→ What to work on
Every record below is to be retyped exactly, with the pictures left out.

┄┄┄┄┄┄

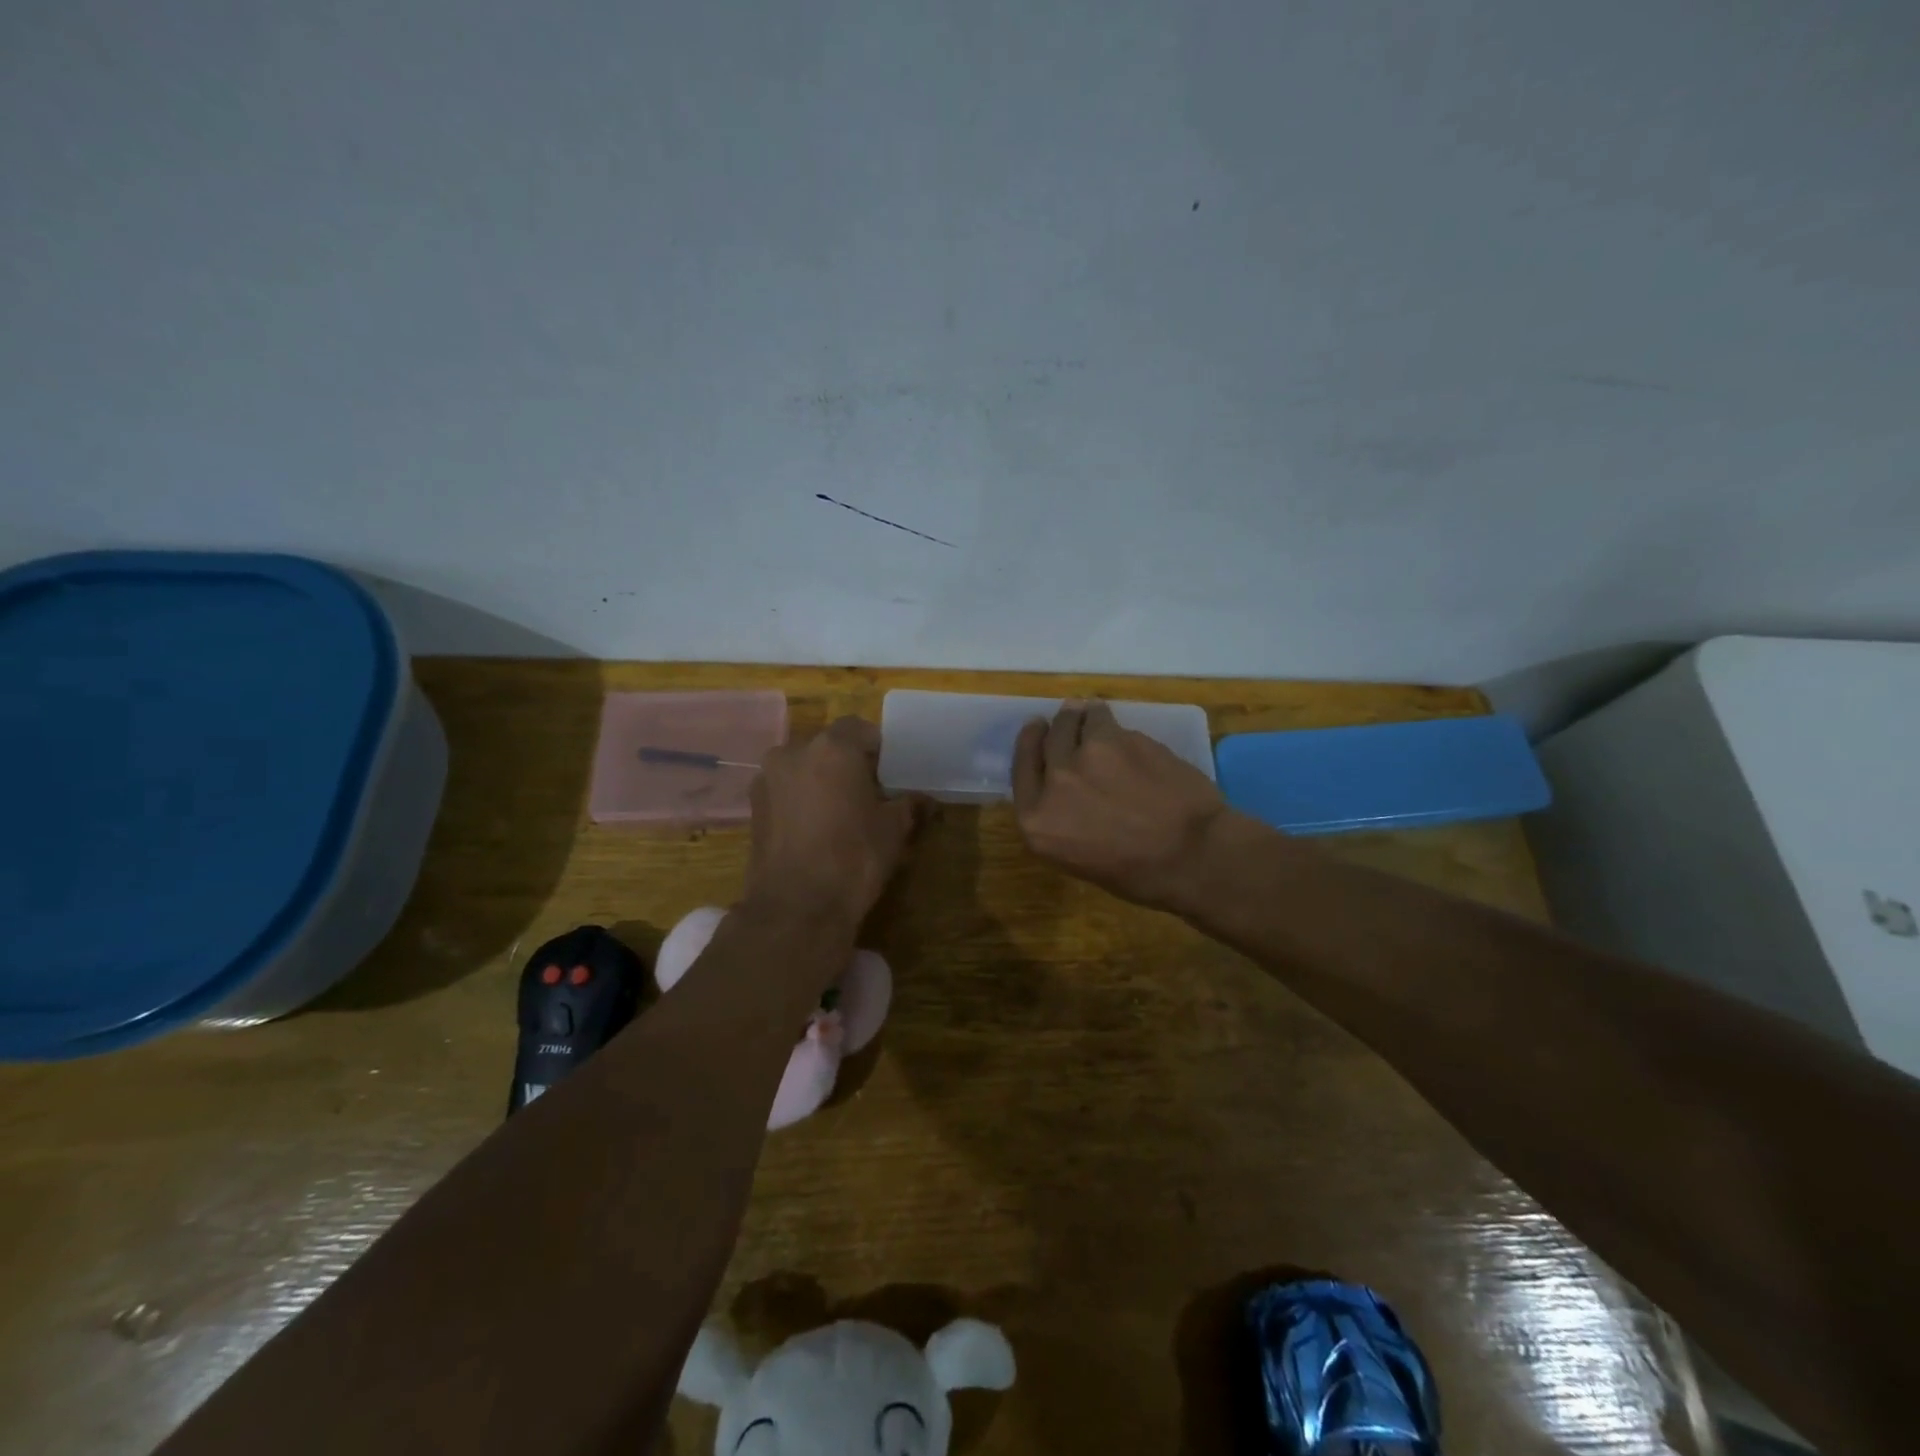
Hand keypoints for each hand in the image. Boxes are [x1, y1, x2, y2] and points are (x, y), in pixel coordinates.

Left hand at [742, 716, 922, 929]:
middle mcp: (793, 752)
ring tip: (842, 816)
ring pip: (804, 769)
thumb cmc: (854, 858)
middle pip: (828, 748)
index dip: (879, 750)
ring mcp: (767, 780)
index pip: (861, 729)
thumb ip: (910, 805)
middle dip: (849, 766)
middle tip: (870, 795)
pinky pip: (787, 792)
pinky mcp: (753, 808)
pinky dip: (802, 802)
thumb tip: (926, 801)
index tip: (891, 775)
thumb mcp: (894, 830)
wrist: (796, 908)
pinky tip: (818, 832)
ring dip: (822, 783)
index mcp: (831, 747)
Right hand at [1012, 701, 1234, 911]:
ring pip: (1077, 720)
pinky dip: (1111, 722)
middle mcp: (1054, 783)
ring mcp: (1086, 756)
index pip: (1022, 768)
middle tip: (1068, 717)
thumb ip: (1060, 816)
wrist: (1193, 855)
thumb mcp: (1077, 855)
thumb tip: (1066, 786)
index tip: (1037, 729)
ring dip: (1083, 716)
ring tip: (1094, 716)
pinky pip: (1109, 722)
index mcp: (1036, 820)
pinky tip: (1123, 730)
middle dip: (1057, 726)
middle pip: (1047, 739)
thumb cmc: (1138, 873)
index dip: (1029, 743)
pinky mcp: (1119, 738)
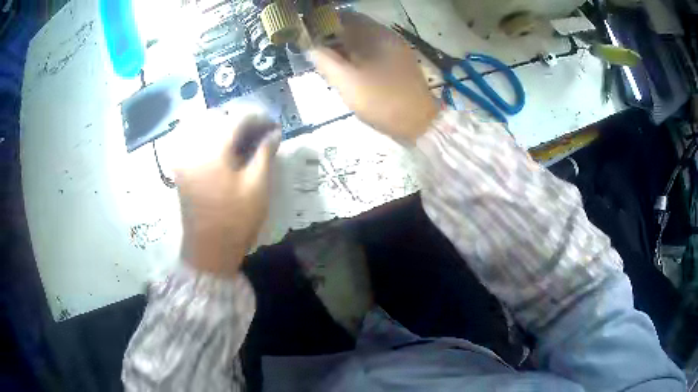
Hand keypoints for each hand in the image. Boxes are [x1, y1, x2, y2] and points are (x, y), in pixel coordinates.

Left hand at [174, 112, 280, 277]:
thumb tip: (274, 133)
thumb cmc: (235, 220)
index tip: (274, 126)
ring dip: (223, 125)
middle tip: (258, 132)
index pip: (238, 118)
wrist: (208, 250)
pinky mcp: (181, 168)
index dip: (259, 117)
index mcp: (214, 149)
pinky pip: (192, 140)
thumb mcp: (257, 186)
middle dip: (240, 119)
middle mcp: (195, 146)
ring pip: (202, 125)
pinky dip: (208, 136)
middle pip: (217, 116)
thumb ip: (265, 154)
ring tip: (241, 138)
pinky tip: (222, 148)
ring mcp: (185, 157)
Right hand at [310, 12, 438, 142]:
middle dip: (333, 38)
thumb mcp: (350, 83)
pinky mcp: (396, 67)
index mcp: (379, 36)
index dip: (326, 24)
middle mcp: (388, 39)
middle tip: (315, 52)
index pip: (347, 18)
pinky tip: (346, 73)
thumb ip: (327, 62)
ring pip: (362, 44)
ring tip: (327, 64)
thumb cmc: (385, 102)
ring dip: (343, 50)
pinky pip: (370, 55)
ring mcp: (395, 53)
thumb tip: (310, 47)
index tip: (309, 35)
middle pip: (355, 30)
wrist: (420, 125)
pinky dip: (355, 60)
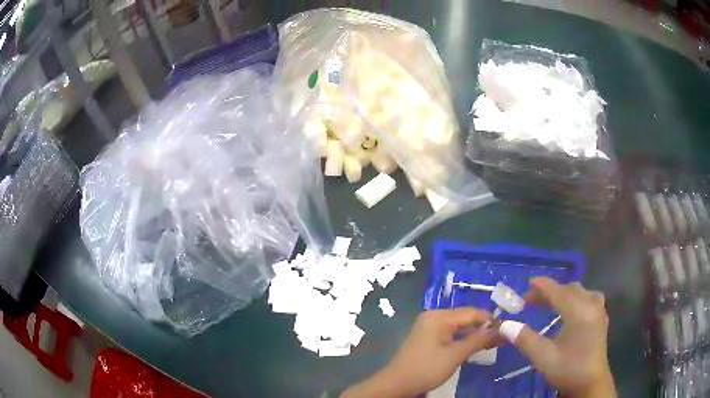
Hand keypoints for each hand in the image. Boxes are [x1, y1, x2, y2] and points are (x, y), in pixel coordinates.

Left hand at [341, 308, 497, 397]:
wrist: (396, 384)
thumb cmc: (426, 369)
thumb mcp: (455, 355)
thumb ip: (478, 340)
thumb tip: (500, 329)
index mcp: (439, 316)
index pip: (472, 312)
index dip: (491, 320)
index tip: (508, 330)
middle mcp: (434, 317)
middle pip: (466, 319)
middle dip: (484, 328)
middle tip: (503, 338)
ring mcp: (429, 327)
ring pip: (459, 327)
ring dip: (475, 335)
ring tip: (495, 343)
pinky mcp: (428, 338)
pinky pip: (451, 334)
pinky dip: (464, 340)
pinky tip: (476, 347)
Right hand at [504, 277, 615, 397]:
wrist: (591, 383)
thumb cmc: (568, 369)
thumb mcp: (543, 356)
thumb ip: (525, 338)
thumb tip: (504, 325)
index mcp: (578, 311)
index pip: (558, 291)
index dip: (542, 285)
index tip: (528, 282)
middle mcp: (591, 304)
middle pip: (569, 289)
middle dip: (550, 291)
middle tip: (531, 300)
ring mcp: (599, 310)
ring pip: (580, 292)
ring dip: (563, 294)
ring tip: (549, 304)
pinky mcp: (601, 318)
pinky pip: (588, 298)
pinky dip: (575, 299)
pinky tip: (570, 311)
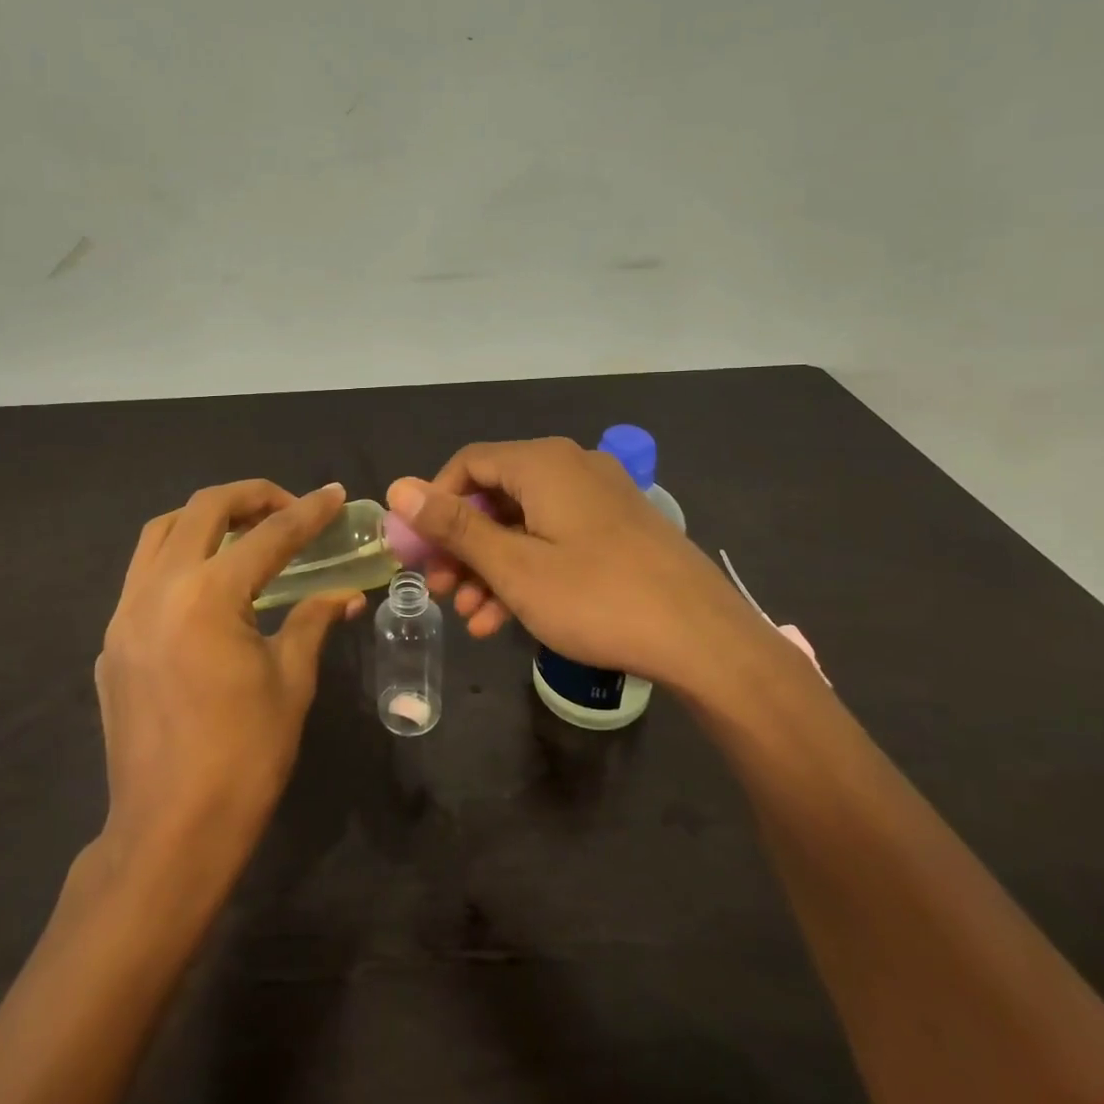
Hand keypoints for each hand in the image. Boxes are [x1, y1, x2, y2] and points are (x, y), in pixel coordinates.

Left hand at [96, 480, 363, 869]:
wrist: (169, 834)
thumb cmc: (244, 757)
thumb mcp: (290, 682)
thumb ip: (313, 621)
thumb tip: (346, 594)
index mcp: (208, 596)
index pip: (268, 536)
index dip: (308, 512)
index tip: (335, 494)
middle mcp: (158, 589)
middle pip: (203, 510)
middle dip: (251, 496)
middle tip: (288, 507)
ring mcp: (124, 614)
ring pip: (160, 532)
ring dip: (205, 519)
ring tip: (244, 533)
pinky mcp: (111, 642)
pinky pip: (142, 574)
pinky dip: (177, 558)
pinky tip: (206, 586)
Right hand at [386, 439, 765, 695]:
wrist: (705, 640)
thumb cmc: (597, 597)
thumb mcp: (514, 566)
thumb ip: (454, 526)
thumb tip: (398, 487)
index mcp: (543, 463)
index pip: (468, 464)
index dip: (434, 504)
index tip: (418, 549)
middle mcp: (572, 467)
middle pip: (496, 495)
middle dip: (462, 545)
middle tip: (438, 588)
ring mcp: (600, 499)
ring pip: (525, 524)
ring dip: (491, 567)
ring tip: (470, 616)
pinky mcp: (619, 530)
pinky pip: (557, 540)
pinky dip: (528, 571)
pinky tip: (506, 619)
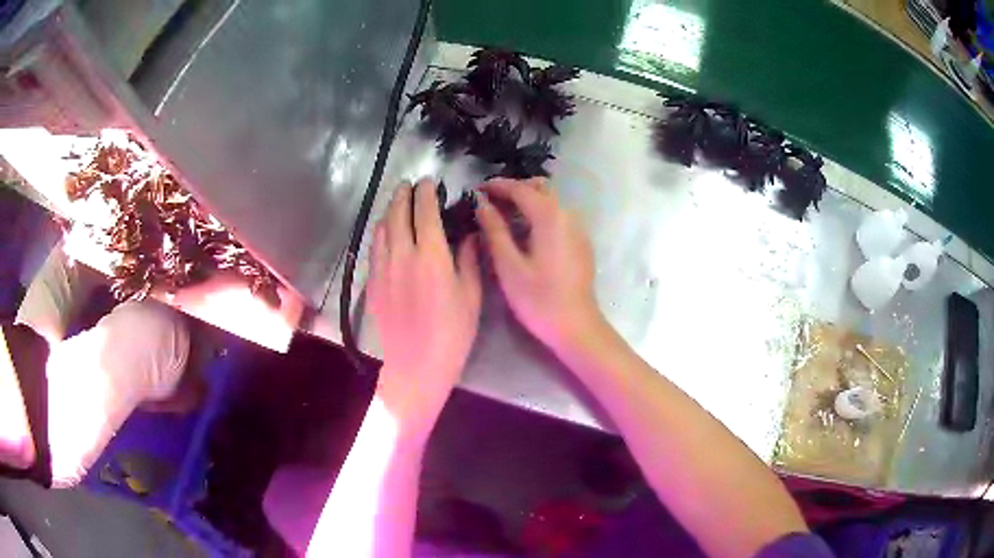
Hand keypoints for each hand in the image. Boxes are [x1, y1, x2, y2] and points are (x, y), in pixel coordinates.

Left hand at [368, 179, 481, 435]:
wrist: (417, 365)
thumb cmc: (453, 333)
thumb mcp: (471, 295)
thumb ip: (468, 259)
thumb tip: (468, 233)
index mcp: (431, 255)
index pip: (425, 211)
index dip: (426, 192)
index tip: (429, 181)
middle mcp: (402, 254)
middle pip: (398, 213)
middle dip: (403, 194)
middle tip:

┄┄┄┄┄┄

→ Solution to this exercise
Hand keypoints for each hand in the image. Boxes are [x1, y1, x2, y2] and points are (x, y), in pixel coordinates.

Left hand at [742, 716, 922, 929]:
middle mcp: (793, 752)
ring tip: (842, 816)
ring pip: (804, 769)
thumb cmc: (854, 858)
middle pip: (828, 748)
index dip: (879, 750)
ring mcp: (767, 780)
index pip: (861, 729)
thumb ip: (910, 805)
middle dip: (849, 766)
middle tip: (870, 795)
pinky pip: (787, 792)
pinky mcp: (753, 808)
pinky dip: (802, 802)
thumb tip: (926, 801)
index tip: (891, 775)
thumb mcp: (894, 830)
wrist: (796, 908)
pinky tip: (818, 832)
ring dip: (822, 783)
index mcp: (831, 747)
Right hand at [1012, 701, 1234, 911]:
ring pip: (1077, 720)
pinky dip: (1111, 722)
middle mcp: (1054, 783)
ring mcp: (1086, 756)
index pip: (1022, 768)
middle tip: (1068, 717)
thumb ip: (1060, 816)
wrist: (1193, 855)
thumb mcp: (1077, 855)
thumb tip: (1066, 786)
index tip: (1037, 729)
ring dip: (1083, 716)
ring tip: (1094, 716)
pinky pip: (1109, 722)
index mcp: (1036, 820)
pinky tip: (1123, 730)
middle dip: (1057, 726)
middle pip: (1047, 739)
thumb cmc: (1138, 873)
index dip: (1029, 743)
pinky mcp: (1119, 738)
Hand keypoints for each hand in the image. Boxes are [x1, y1, x2, y2] and points are (x, y), in pixel coordinates.

Left hand at [174, 112, 280, 277]:
thumb tip: (274, 133)
thumb cmc: (235, 220)
index tip: (274, 126)
ring dip: (223, 125)
middle tip: (258, 132)
index pip: (238, 118)
wrist: (208, 250)
pinky mcp: (181, 168)
index dip: (259, 117)
index mcp: (214, 149)
pinky pip: (192, 140)
thumb mcp: (257, 186)
middle dip: (240, 119)
middle mcp: (195, 146)
ring pip: (202, 125)
pinky dip: (208, 136)
middle pip: (217, 116)
thumb ip: (265, 154)
ring tip: (241, 138)
pinky tip: (222, 148)
ring mcp: (185, 157)
Right hand at [310, 12, 438, 142]:
middle dip: (333, 38)
thumb mcp: (350, 83)
pinky mcp: (396, 67)
index mcp: (379, 36)
index dip: (326, 24)
middle mcp: (388, 39)
middle tip: (315, 52)
index pip: (347, 18)
pinky tip: (346, 73)
thumb ip: (327, 62)
ring pip: (362, 44)
ring tip: (327, 64)
thumb cmc: (385, 102)
ring dip: (343, 50)
pinky pip: (370, 55)
ring mcp: (395, 53)
thumb tip: (310, 47)
index tip: (309, 35)
middle pip: (355, 30)
wrist: (420, 125)
pinky dip: (355, 60)
Hand keypoints for each hand in the image. Boxes are [x1, y1, x2, y2] and points are (x, y), in pixel coordinates.

Left hand at [341, 308, 497, 397]:
wrist: (396, 384)
thumb cmc: (426, 369)
thumb mcp: (455, 355)
thumb ip: (478, 340)
thumb tip: (500, 329)
index mcp: (439, 316)
index pip: (472, 312)
index dip: (491, 320)
index tip: (508, 330)
middle mcp: (434, 317)
middle pip: (466, 319)
middle dip: (484, 328)
middle tip: (503, 338)
ring mcp: (429, 327)
ring pip: (459, 327)
ring dip: (475, 335)
ring tip: (495, 343)
pinky mcp: (428, 338)
pinky pip: (451, 334)
pinky dip: (464, 340)
pinky tip: (476, 347)
Right hand at [504, 277, 615, 397]:
wrist: (591, 383)
thumb cmc: (568, 369)
thumb mcp: (543, 356)
thumb ip: (525, 338)
thumb tip: (504, 325)
index mcp: (578, 311)
index pip: (558, 291)
index dip: (542, 285)
index tip: (528, 282)
middle mcp: (591, 304)
middle pip: (569, 289)
middle dip: (550, 291)
middle tip: (531, 300)
ring mcp: (599, 310)
ring pip: (580, 292)
ring dip: (563, 294)
ring tip: (549, 304)
pinky mcp: (601, 318)
pinky pip: (588, 298)
pinky dip: (575, 299)
pinky tip: (570, 311)
Hand keypoints for each hand in the image. Boxes are [x1, y1, x2, y2] and points are (x, y), in pixel coordinates.

Left hand at [96, 480, 363, 869]:
wrist: (169, 834)
thumb cmc: (244, 757)
thumb mcp: (290, 682)
thumb ip: (313, 621)
thumb tip: (346, 594)
index mcp: (208, 596)
index pip: (268, 536)
index dip: (308, 512)
index tip: (335, 494)
middle mcp: (158, 589)
middle pip: (203, 510)
middle dip: (251, 496)
middle tip: (288, 507)
ring mcp: (124, 614)
ring pip: (160, 532)
ring dip: (205, 519)
ring tip: (244, 533)
pinky mcp: (111, 642)
pinky pip: (142, 574)
pinky dip: (177, 558)
pinky tip: (206, 586)
Right hand at [386, 439, 765, 695]:
wrist: (705, 640)
thumb cmc: (597, 597)
thumb mcp: (514, 566)
thumb ip: (454, 526)
thumb tip: (398, 487)
index mcp: (543, 463)
index pip: (468, 464)
index dip: (434, 504)
index tip: (418, 549)
middle mcp: (572, 467)
middle pip: (496, 495)
middle dip: (462, 545)
middle tip: (438, 588)
ring mcp: (600, 499)
ring pip: (525, 524)
ring dip: (491, 567)
ring tip: (470, 616)
pinky mcp: (619, 530)
pinky pip: (557, 540)
pinky dip: (528, 571)
pinky tip: (506, 619)
Hand keypoints for each hand in the image. Boxes are [x1, y1, x2, y2] and points are (x, y), in pixel coordinates.

Left hand at [368, 179, 481, 435]:
wrist: (417, 365)
thumb cmc: (453, 333)
thumb mcp: (471, 295)
thumb ip: (468, 259)
thumb tip: (468, 233)
index mcp: (431, 255)
index pip: (425, 211)
index dip: (426, 192)
index tip: (429, 181)
middle mcp: (402, 254)
middle pip: (398, 213)
middle dip: (403, 194)
middle tip:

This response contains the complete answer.